* **Exercise prompt**
Among the lines of the records, please find those that contain the word "roads" and copy them.

* **Supplied data**
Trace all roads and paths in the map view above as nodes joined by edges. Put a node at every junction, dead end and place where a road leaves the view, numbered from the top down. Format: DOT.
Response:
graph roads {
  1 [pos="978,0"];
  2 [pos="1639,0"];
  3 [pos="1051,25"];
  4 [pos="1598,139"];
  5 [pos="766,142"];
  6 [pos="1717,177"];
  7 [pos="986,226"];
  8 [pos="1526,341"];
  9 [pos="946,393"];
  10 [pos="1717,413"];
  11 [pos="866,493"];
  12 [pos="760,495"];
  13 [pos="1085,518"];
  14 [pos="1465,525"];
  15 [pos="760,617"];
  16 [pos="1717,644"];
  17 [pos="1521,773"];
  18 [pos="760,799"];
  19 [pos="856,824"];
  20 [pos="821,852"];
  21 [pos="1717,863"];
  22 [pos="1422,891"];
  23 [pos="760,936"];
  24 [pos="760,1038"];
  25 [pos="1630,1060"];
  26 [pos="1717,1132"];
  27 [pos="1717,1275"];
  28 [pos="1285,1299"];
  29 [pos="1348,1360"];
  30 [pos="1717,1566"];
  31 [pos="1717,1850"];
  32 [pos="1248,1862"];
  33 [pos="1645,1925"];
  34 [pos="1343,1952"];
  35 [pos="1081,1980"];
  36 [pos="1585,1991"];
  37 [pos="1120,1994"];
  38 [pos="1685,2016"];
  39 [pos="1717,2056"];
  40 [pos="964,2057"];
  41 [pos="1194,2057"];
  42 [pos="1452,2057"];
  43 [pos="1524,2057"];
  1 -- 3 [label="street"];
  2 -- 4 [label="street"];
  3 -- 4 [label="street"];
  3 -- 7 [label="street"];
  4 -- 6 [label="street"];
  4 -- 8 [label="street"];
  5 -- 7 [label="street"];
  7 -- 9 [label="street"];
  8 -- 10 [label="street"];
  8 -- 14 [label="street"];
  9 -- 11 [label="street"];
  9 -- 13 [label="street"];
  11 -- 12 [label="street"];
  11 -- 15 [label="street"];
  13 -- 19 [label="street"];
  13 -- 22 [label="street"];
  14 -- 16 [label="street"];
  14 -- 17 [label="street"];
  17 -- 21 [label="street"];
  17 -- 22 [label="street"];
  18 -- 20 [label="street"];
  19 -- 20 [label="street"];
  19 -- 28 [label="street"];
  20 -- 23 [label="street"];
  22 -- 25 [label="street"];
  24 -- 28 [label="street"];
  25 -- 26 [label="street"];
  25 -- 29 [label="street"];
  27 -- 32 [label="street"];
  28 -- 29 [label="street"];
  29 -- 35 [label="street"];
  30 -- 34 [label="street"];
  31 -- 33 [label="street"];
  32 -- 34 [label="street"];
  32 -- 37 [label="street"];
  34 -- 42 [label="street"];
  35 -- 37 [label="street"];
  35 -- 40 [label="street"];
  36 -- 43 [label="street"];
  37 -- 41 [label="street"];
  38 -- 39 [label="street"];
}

* **Answer to the problem**
Trace all roads and paths in the map view above as nodes joined by edges. Put a node at every junction, dead end and place where a road leaves the view, numbered from the top down. Format: DOT.
graph roads {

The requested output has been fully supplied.